Dan Mullins in Arkansas
Dan has a new front number tag. It says it all.
"It's another miserable gray day here so I went out to tinker. To enhance the look I'm after, I painted the generator and mounting straps black. Generators should be black and it looks great. I also painted the clutch arm, choke lever, all parts of the seat spring, fork dampener adjuster and front brake arm."
"These details really make the bike look like it should—to me anyway. The pictures don't do it justice but I sent them along. Tomorrow the weather will good for riding... and I have the day off!" "
"One of the guys had the hood up on his truck at work today."
"I was looking at the radiator hose and saw all the bends and the size, and it gave me an idea."
"I took the air hoses off the bike and put them along the radiator hose until I found where to make the cuts. What do you think? Easy on, easy off, and should last forever."
"I stopped at the parts store on the way home and got a top hose for a 1982 Chevy truck, hose # 21204."
"The damned rain finally stopped so I got the bike out today."
"Here are some pics. I had a good laugh when you said my shop looked bigger than yours."
"Check out the 12'x16' box I tinker around in! You can see the headlight rim and speedo face from Blitz Bikes I put on this winter."
(Dan's bike is registered as a Beemer which, in some states, is the most practical way to do it, hence the badges.)
Dan has been around bikes a good long time—and not just your run of the mill Japanese stuff. Feast your eyes on this BSA, for example. Dan no longer owns this old gal. As a matter of fact, he swapped it for the Chang seen below.
Dan fills 'er up at the antique car museum in his hometown. The building is a replica of a log cabin that was on the main street when Dan was a kid. The enlarged image shows a whole lot more.
Dan's spare Lanxiang engine... and gearbox! How's the bike doing? "I've put 1350 trouble-free kilometers on it so far—two trips of over 100 miles to visit a friend—on secondary roads, of course. It just keeps running better and stronger." Most excellent. Dan's dropping the taller 4th. gear set into the spare box so his bike won't be laid up!
Dan just keeps at it. Today we're showing you the toolbox he mounted on the rear fender just under the seat.
How perfect is this? It's from a junked Honda 110 three wheeler.
And it's practical. Not bad for $5 and a half hour's work. Not bad at all.
Here's what Dan did to get more power and a better sound: "I used a long punch to knock a dimple in the baffle from the inlet end of the muffler then drilled a small pilot hole. I then used a " bit to open the hole. I welded an extension to the bit long enough to run through the baffle at the rear. The picture shows where I made the holes. It was easy and I believe worth doing. I've been watching the plugs since I did it and there is no change in color."

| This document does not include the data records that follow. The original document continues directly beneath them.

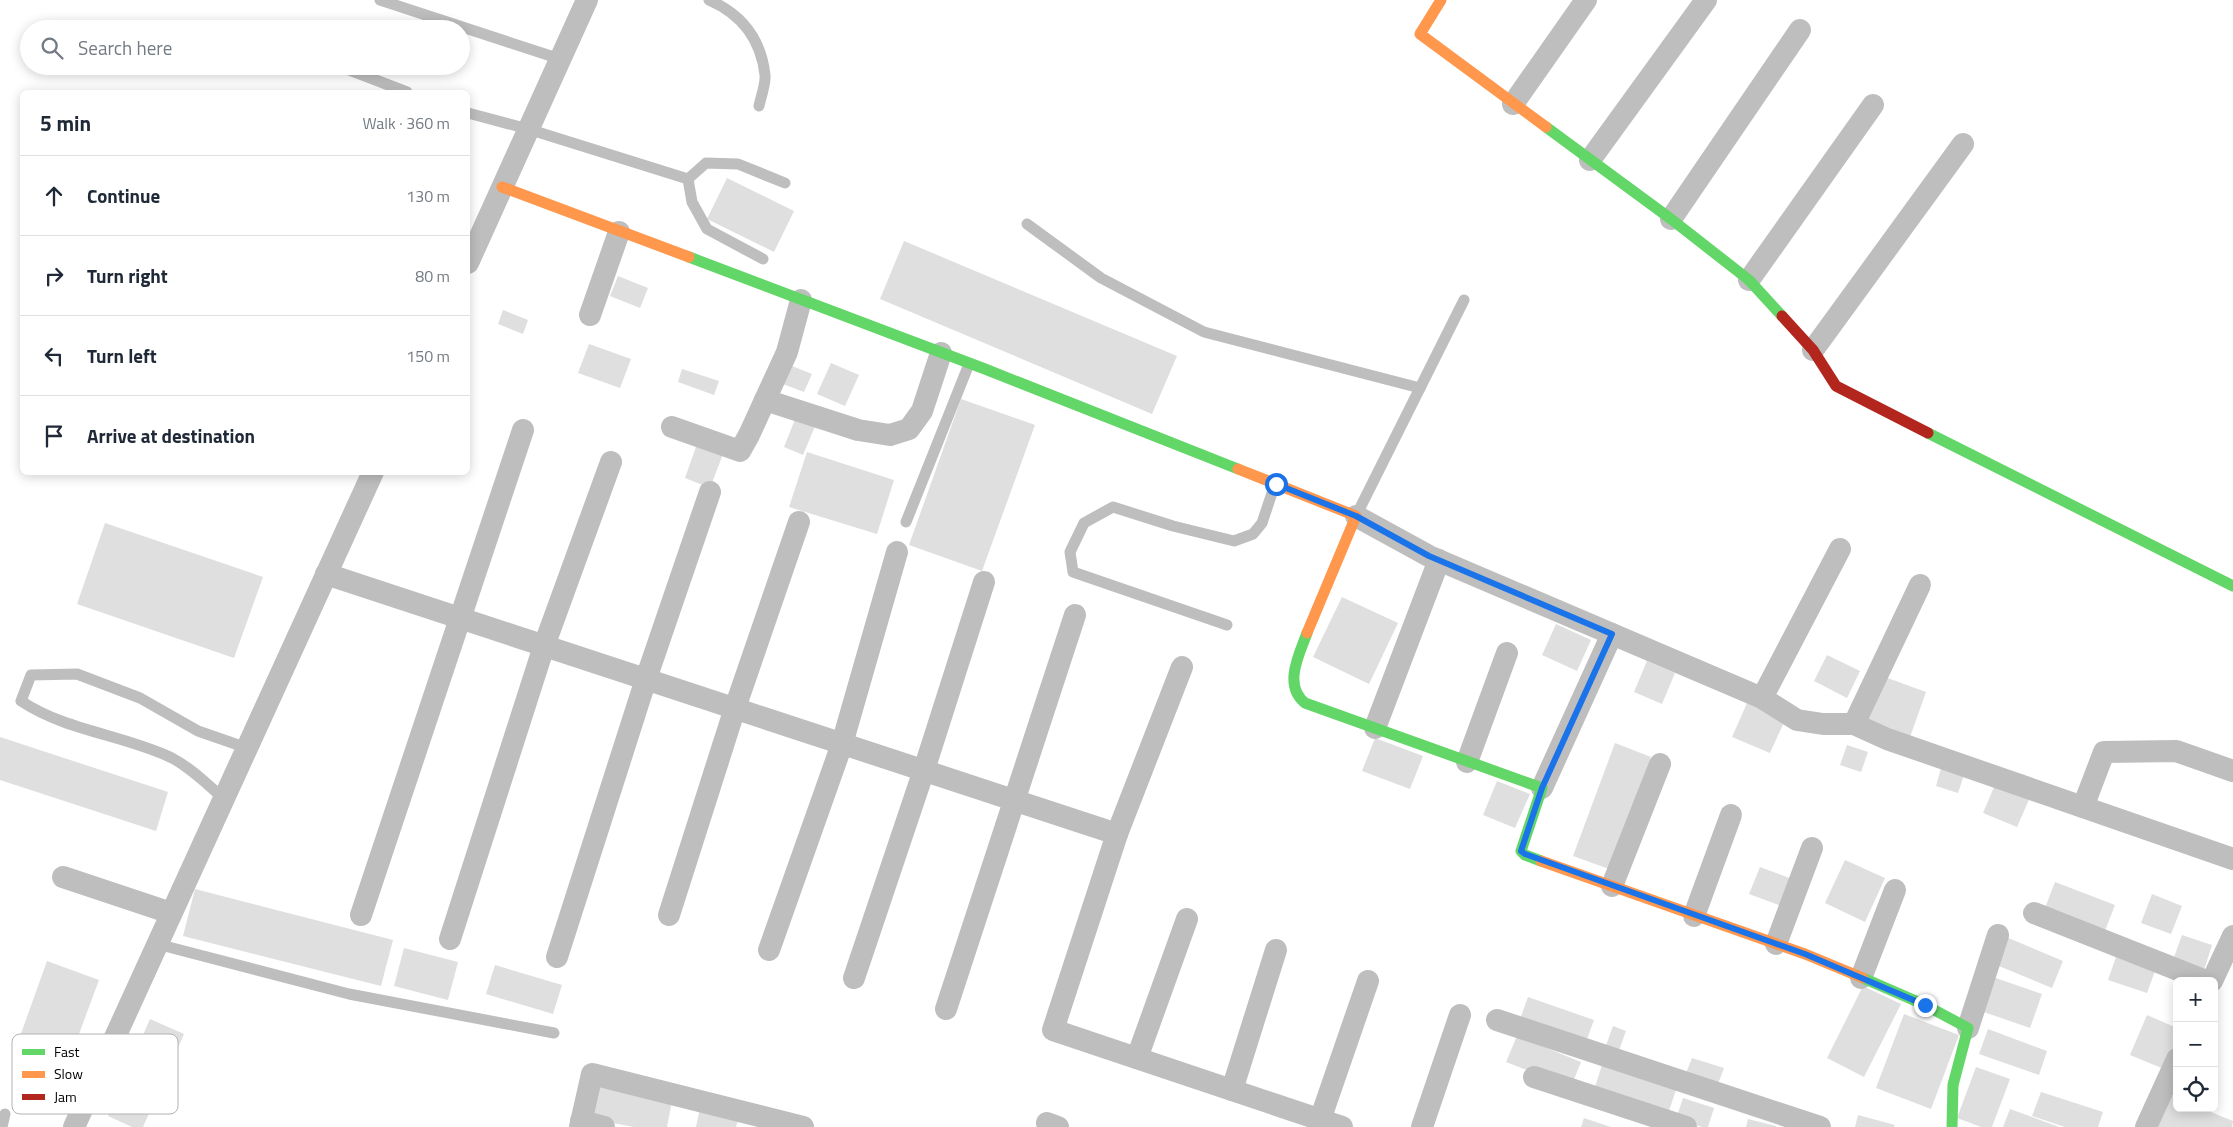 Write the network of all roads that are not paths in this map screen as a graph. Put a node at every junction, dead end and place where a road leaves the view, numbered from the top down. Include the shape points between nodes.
1 (380, 0) edge
2 (587, 0) edge
3 (710, 0) edge
4 (1441, 0) edge
5 (1586, 0) edge
6 (1706, 0) edge
7 (442, 20) edge
8 (470, 29) edge
9 (1800, 30) dead end
10 (560, 58) junction
11 (362, 75) edge
12 (402, 90) edge
13 (1513, 104) junction
14 (1873, 105) dead end
15 (759, 106) dead end
16 (470, 114) edge
17 (528, 129) junction
18 (1963, 144) dead end
19 (1590, 160) junction
20 (688, 179) junction
21 (785, 183) dead end
22 (502, 188) junction
23 (1671, 219) junction
24 (1027, 224) dead end
25 (619, 232) junction
26 (470, 259) edge
27 (763, 259) dead end
28 (1749, 280) junction
29 (801, 300) junction
30 (1464, 300) dead end
31 (590, 315) dead end
32 (1814, 350) junction
33 (941, 353) junction
34 (969, 364) junction
35 (1420, 388) junction
36 (765, 400) junction
37 (672, 428) dead end
38 (523, 430) dead end
39 (611, 462) dead end
40 (372, 475) edge
41 (1276, 484) junction
42 (710, 492) dead end
43 (1356, 516) junction
44 (799, 522) dead end
45 (906, 522) dead end
46 (1840, 549) dead end
47 (897, 552) dead end
48 (1439, 560) junction
49 (326, 574) junction
50 (984, 582) dead end
51 (1920, 585) dead end
52 (2233, 586) edge
53 (1075, 615) dead end
54 (460, 618) junction
55 (1227, 625) dead end
56 (1612, 634) junction
57 (544, 646) junction
58 (1507, 654) dead end
59 (1182, 667) dead end
60 (646, 679) junction
61 (1762, 698) junction
62 (735, 708) junction
63 (1854, 724) junction
64 (1375, 728) junction
65 (842, 744) junction
66 (247, 748) junction
67 (1467, 762) junction
68 (1660, 764) dead end
69 (924, 770) junction
70 (2233, 771) edge
71 (1542, 788) junction
72 (224, 799) junction
73 (1014, 800) junction
74 (2083, 807) junction
75 (1731, 816) dead end
76 (1117, 834) junction
77 (1812, 848) dead end
78 (2233, 860) edge
79 (63, 877) dead end
80 (1612, 886) junction
81 (1895, 890) dead end
82 (171, 913) junction
83 (2034, 913) dead end
84 (361, 915) dead end
85 (669, 915) dead end
86 (1694, 916) junction
87 (1187, 919) dead end
88 (1998, 935) dead end
89 (2233, 936) edge
90 (450, 939) dead end
91 (157, 944) junction
92 (1776, 944) junction
93 (769, 950) dead end
94 (1276, 950) dead end
95 (557, 957) dead end
96 (2218, 974) edge
97 (854, 978) dead end
98 (1862, 978) junction
99 (1368, 981) dead end
100 (946, 1009) dead end
101 (1460, 1015) dead end
102 (1497, 1020) dead end
103 (1968, 1028) junction
104 (554, 1033) dead end
105 (116, 1034) edge
106 (1136, 1058) junction
107 (2173, 1067) edge
108 (1534, 1077) dead end
109 (1232, 1090) junction
110 (5, 1114) dead end
111 (80, 1114) edge
112 (1320, 1120) junction
113 (581, 1124) edge
114 (2, 1127) edge
115 (74, 1127) edge
116 (604, 1127) edge
117 (803, 1127) edge
118 (1342, 1127) edge
119 (1422, 1127) edge
120 (1686, 1127) edge
121 (1820, 1127) edge
122 (1953, 1127) edge
123 (2146, 1127) edge

1 - 7 lane
2 - 10 street
3 - 15 lane via 747,26 765,76
4 - 13 street via 1420,34
5 - 13 street
6 - 19 street
8 - 10 lane
9 - 23 street
10 - 17 street
11 - 12 lane
13 - 19 street
14 - 28 street
16 - 17 lane
17 - 20 lane
17 - 22 street
18 - 32 street
19 - 23 street
20 - 21 lane via 706,163 738,164
20 - 27 lane via 692,202 707,229
22 - 25 street
22 - 26 street
23 - 28 street
24 - 35 lane via 1101,278 1204,332
25 - 29 street
25 - 31 street
28 - 32 street
29 - 33 street
29 - 36 street via 787,352
30 - 35 lane
32 - 52 street via 1836,386
33 - 34 street
33 - 36 street via 922,411 909,429 890,435 858,430
34 - 41 street
34 - 45 lane
35 - 43 lane
36 - 37 street via 740,451
38 - 54 street
39 - 57 street
40 - 49 street
41 - 43 street
41 - 55 lane via 1262,523 1253,534 1234,541 1113,507 1084,523 1070,552 1073,572
42 - 60 street
43 - 48 street
43 - 64 street via 1310,624 1293,676 1299,698 1304,703
44 - 62 street
46 - 61 street
47 - 65 street
48 - 56 street
48 - 64 street
49 - 54 street
49 - 66 street
50 - 69 street
51 - 63 street
53 - 73 street
54 - 57 street
54 - 84 street
56 - 61 street
56 - 71 street
57 - 60 street
57 - 90 street
58 - 67 street
59 - 76 street
60 - 62 street
60 - 95 street
61 - 63 street via 1797,720
62 - 65 street
62 - 85 street
63 - 74 street via 1887,739
64 - 67 street
65 - 69 street
65 - 93 street
66 - 72 street
66 - 72 lane via 198,731 140,698 77,674 31,675 22,701 40,713 173,759
67 - 71 street
68 - 80 street
69 - 73 street
69 - 97 street
70 - 74 street via 2176,751 2104,752
71 - 80 street via 1521,851
72 - 82 street
73 - 76 street
73 - 100 street
74 - 78 street
75 - 86 street
76 - 106 street via 1053,1030
77 - 92 street
79 - 82 street
80 - 86 street
81 - 98 street
82 - 91 street
83 - 96 street
86 - 92 street
87 - 106 street
88 - 103 street
89 - 96 street
91 - 104 lane via 349,994
91 - 105 street
92 - 98 street
94 - 109 street
98 - 103 street
99 - 112 street
101 - 119 street
102 - 121 street
103 - 122 street via 1953,1085
106 - 109 street
107 - 123 street
108 - 120 street
109 - 112 street
110 - 114 lane
111 - 115 street
112 - 118 street
113 - 116 street
113 - 117 street via 592,1074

Model A taillights look great on a CJ, much better than those plastic abortions that come with the newers bikes. Take look at the taillight on Dan's bike! It's the first one I've ever seen that has "STOP" incorporated into the lens. (The enlarged image shows a whole lot more than the thumbnail.) Are these available in Chinese? He found it on eBay for $7, and yes, the lens is glass.
It's Dan's M1 with a few new personal touches. As you can see, he lowered the front fender, built a side stand and installed a deep sump. What you can't see are the sealed wheel bearings and the new front tire. Look at the horn location—this is a cooool bike.
The engine tag on Dan's bike. That's right—it's a Lanxiang engine! The tag reads Ministry of Aviation and Space Technology, Main Changzhou Lanxiang Machine Factory. This is a superior SV engine.
The generator tag looks very much like a Guiyang tag however the trademark is different.
Here's Dan aboard the new Blitz Bikes M1 solo that he got in trade for his old Beeza. I see a really cool looking taillight lurking on the back fender, and none of those funky looking plastic turn signals. It also has a black exhaust system which I think looks just dandy on a Chang. What a fine looking machine this is!
Dan decided to swap his vintage BSA to Mike Allen for this M1. He hasn't taken possession yet due to the logistics but should have it next week. The sidecar wasn't part of the trade so it'll be an M1 solo.
Dan was originally taking a very unique approach to buying a CJ—buying it piece by piece and building it as he went.
The first component was a 6V M1 engine and gearbox combination from Shao at CJS. Dan's no stranger to building bikes so this would be a great project for him.